About this deal
Turn down the heat, add the onion and fry until brown. Add the can of Campbell’s Condensed Cream of Mushroom Soup, water, sherry (if desired) and tomato puree. Stir together and bring to the boil. Preheat the oven to 220°C/fan 200°C/Gas Mark 7. Mix the peppers with the oil and rub, using your hands, to coat evenly. Place the peppers, cut side up, on a baking tray or in a shallow roasting dish and season. Recipes would not initially be changed, but in the long term Premier would put more resources behind the newly enlarged Batchelors range, said Kerridge. Though Premier was aware of the heritage of Campbell's in the UK, research had indicated there was more consumer trust in Batchelors and this would help drive sales, he added.
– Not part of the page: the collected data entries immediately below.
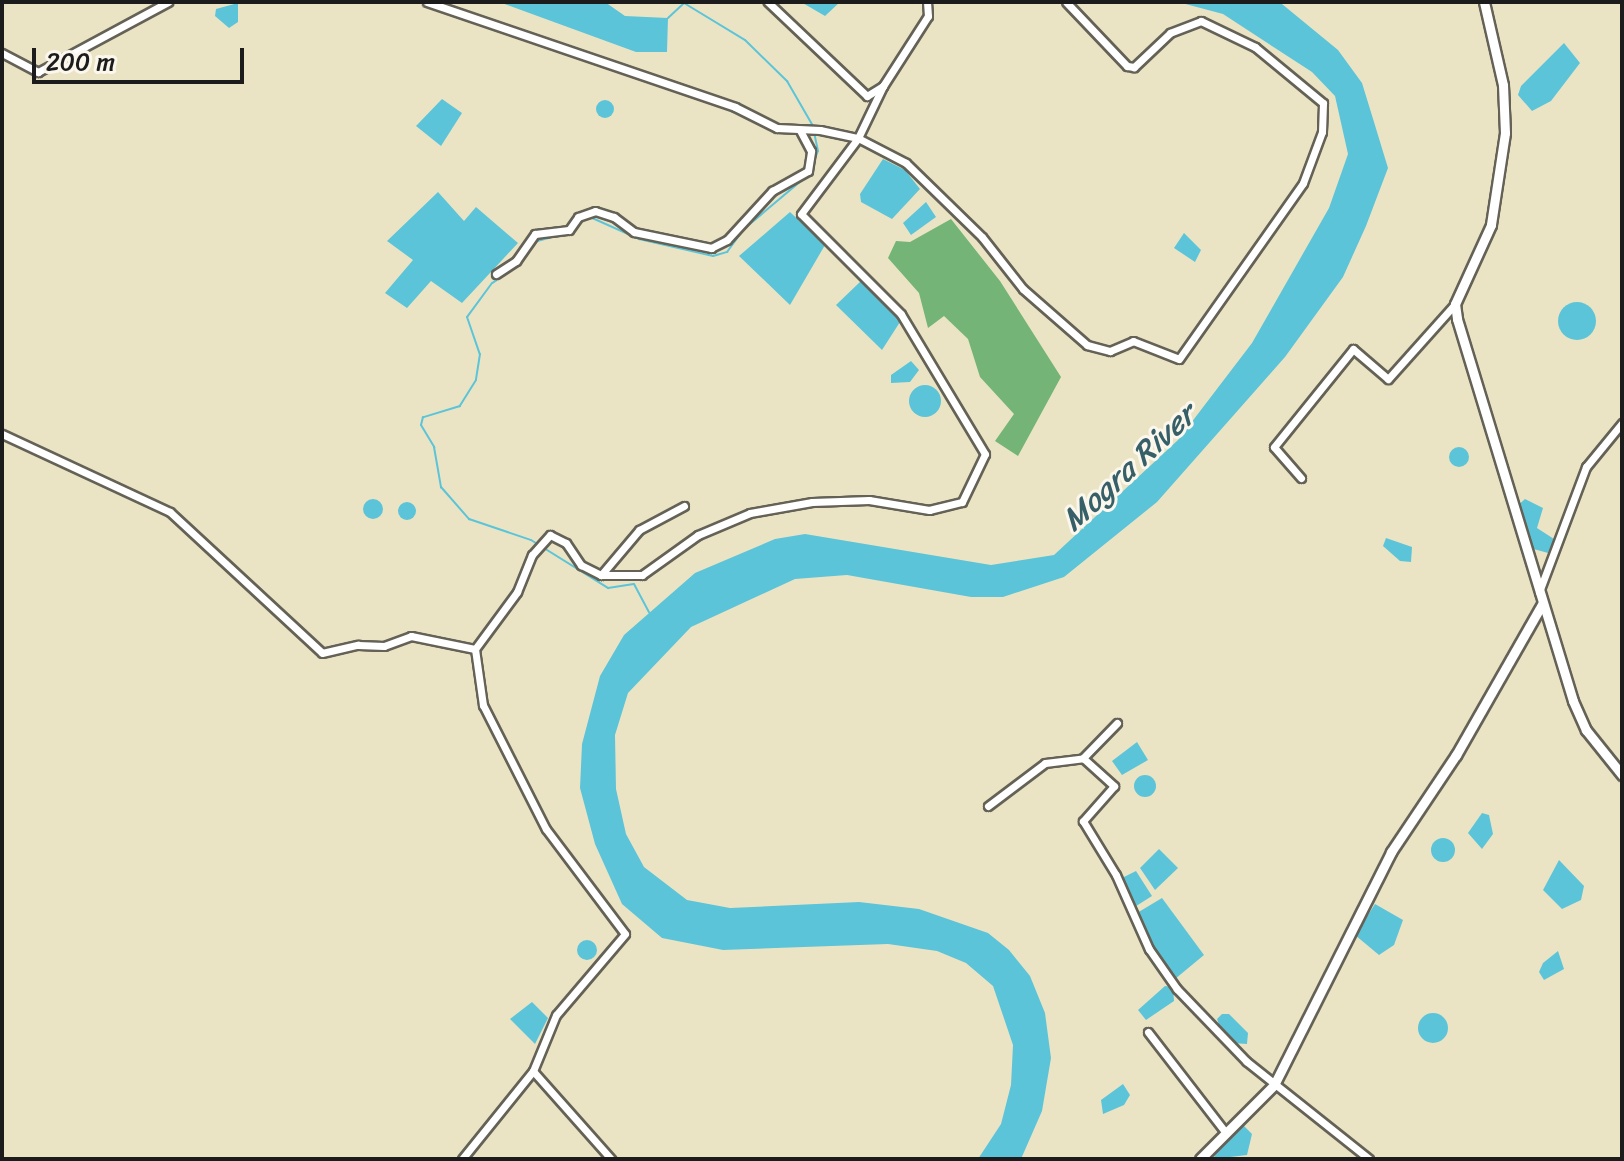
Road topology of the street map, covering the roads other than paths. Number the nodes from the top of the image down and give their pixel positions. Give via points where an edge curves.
1 (168, 2) edge
2 (427, 2) edge
3 (768, 2) edge
4 (927, 2) edge
5 (1066, 2) edge
6 (1484, 2) edge
7 (2, 53) edge
8 (883, 86) junction
9 (800, 130) junction
10 (858, 138) junction
11 (496, 274) dead end
12 (1455, 304) junction
13 (1622, 423) edge
14 (2, 434) edge
15 (1301, 478) dead end
16 (684, 506) dead end
17 (601, 575) junction
18 (1538, 594) junction
19 (1542, 604) junction
20 (475, 649) junction
21 (1117, 723) dead end
22 (1083, 758) junction
23 (1622, 775) edge
24 (988, 806) dead end
25 (1148, 1032) dead end
26 (533, 1071) junction
27 (1274, 1085) junction
28 (1226, 1133) junction
29 (462, 1159) edge
30 (611, 1159) edge
31 (1200, 1159) edge
32 (1369, 1159) edge

1 - 7 street via 38,72
2 - 9 street via 735,107 777,128
3 - 8 street via 867,96
4 - 8 street via 928,16
5 - 10 street via 1127,66 1134,67 1170,33 1201,21 1255,47 1323,103 1322,132 1303,183 1179,359 1133,341 1110,351 1087,345 1023,289 982,237 906,163
6 - 12 street via 1503,85 1505,133 1491,225
8 - 10 street
9 - 10 street
9 - 11 street via 811,151 808,171 772,191 727,240 711,248 634,232 595,211 578,217 569,230 535,234 516,261
10 - 17 street via 801,214 881,290 941,375 985,454 973,485 962,502 929,510 869,500 750,513 698,535 642,575
12 - 15 street via 1388,379 1353,349 1274,447
12 - 18 street
13 - 18 street via 1586,467
14 - 20 street via 170,512 322,653 384,646 411,636
16 - 17 street via 639,530
17 - 20 street via 581,565 566,543 550,535 532,555 517,592
18 - 19 street
19 - 23 street via 1579,715
19 - 27 street via 1456,755 1391,852
20 - 26 street via 483,705 546,829 625,934 556,1015
21 - 22 street
22 - 24 street via 1045,763
22 - 27 street via 1114,786 1083,821 1116,875 1149,949 1217,1033
25 - 28 street
26 - 29 street
26 - 30 street
27 - 28 street
27 - 32 street
28 - 31 street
In the same saucepan, mix together the Campbell’s Cream of Mushroom Soup, milk/water and gruyere cheese. Stir and heat gently until warm and combined. Pour in the Campbell’s Condensed Cream of Mushroom Soup and bring the heat down to a simmer. Cook the sauce for a few minutes, loosening with water if required. Stuff the cannelloni tubes. Using a freezer bag, scoop a few large spoons of the mixture inside, cut a small hole (smaller than the width of the cannelloni tubes) in the corner of the bag and squeeze in the filling. Once each tube has been filled, lay them flat in the dishes.Preheat the oven to 220°C/428°F/Gas Mark 7. In a large roasting dish, drizzle the vegetable oil and then add the onions, garlic and peppers, covering them in the oil.
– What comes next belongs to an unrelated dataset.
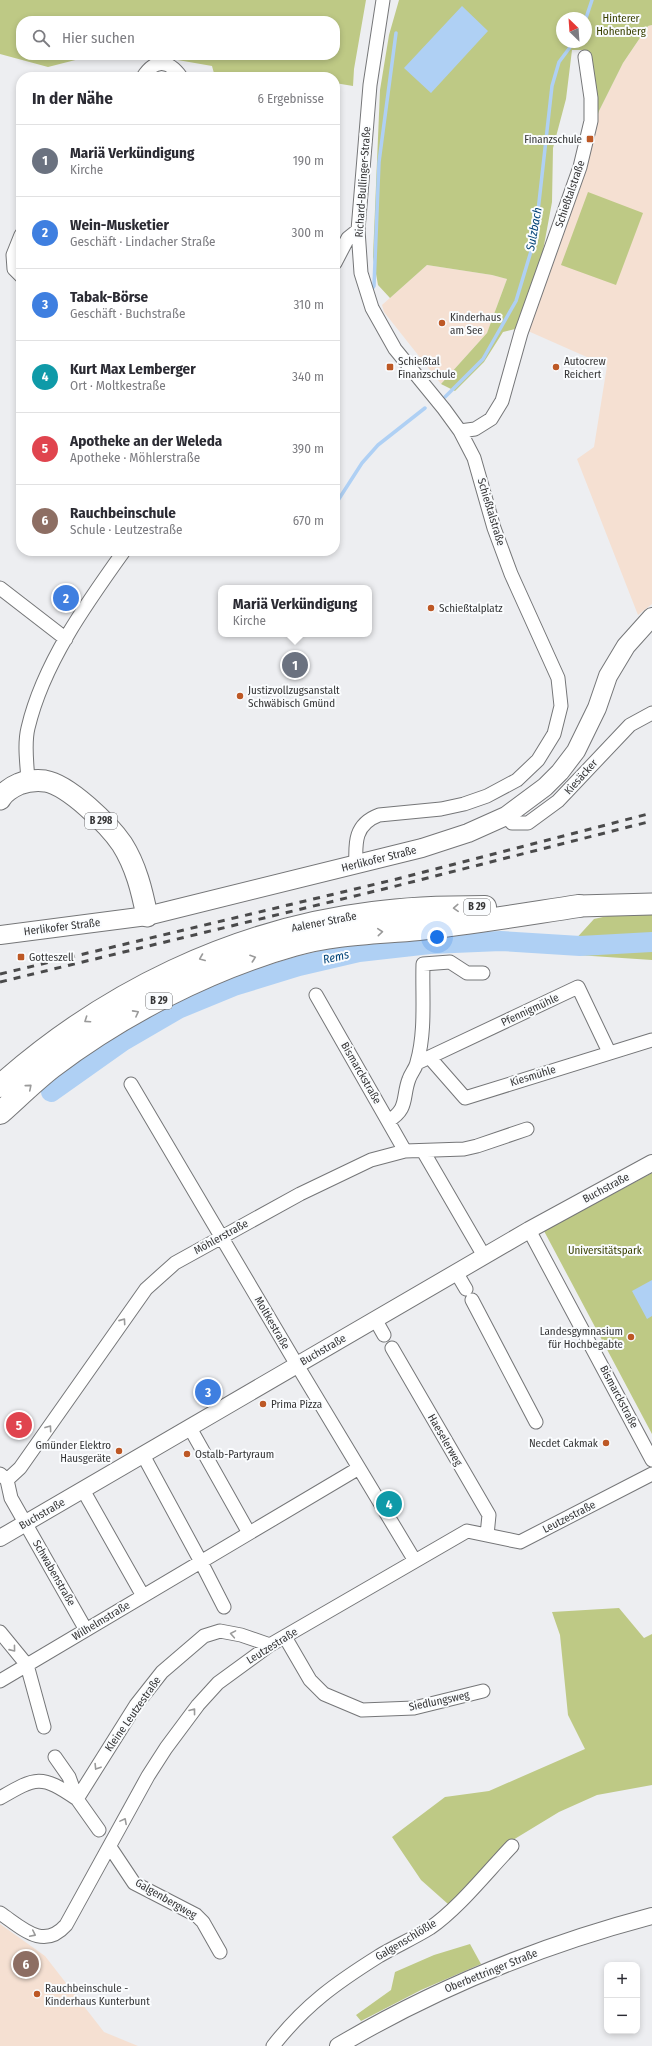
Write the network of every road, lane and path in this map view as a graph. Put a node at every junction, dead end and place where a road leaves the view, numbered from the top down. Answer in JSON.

Whilst the veg is in the oven, bring a large saucepan of salted boiling water to the boil and cook the pasta for 8-9 minutes. Add Campbell’s soup and milk, stir until combined return pork and resting juices, bring to a simmer.
Questions and Answers
One of the best things about a can of Campbell’s Soup is it’s always there in your cupboard when you need it! This recipe uses pork chops as the main ingredient, but it would be nothing without a trusty can of Campbell’s Condensed Cream of Mushroom Soup.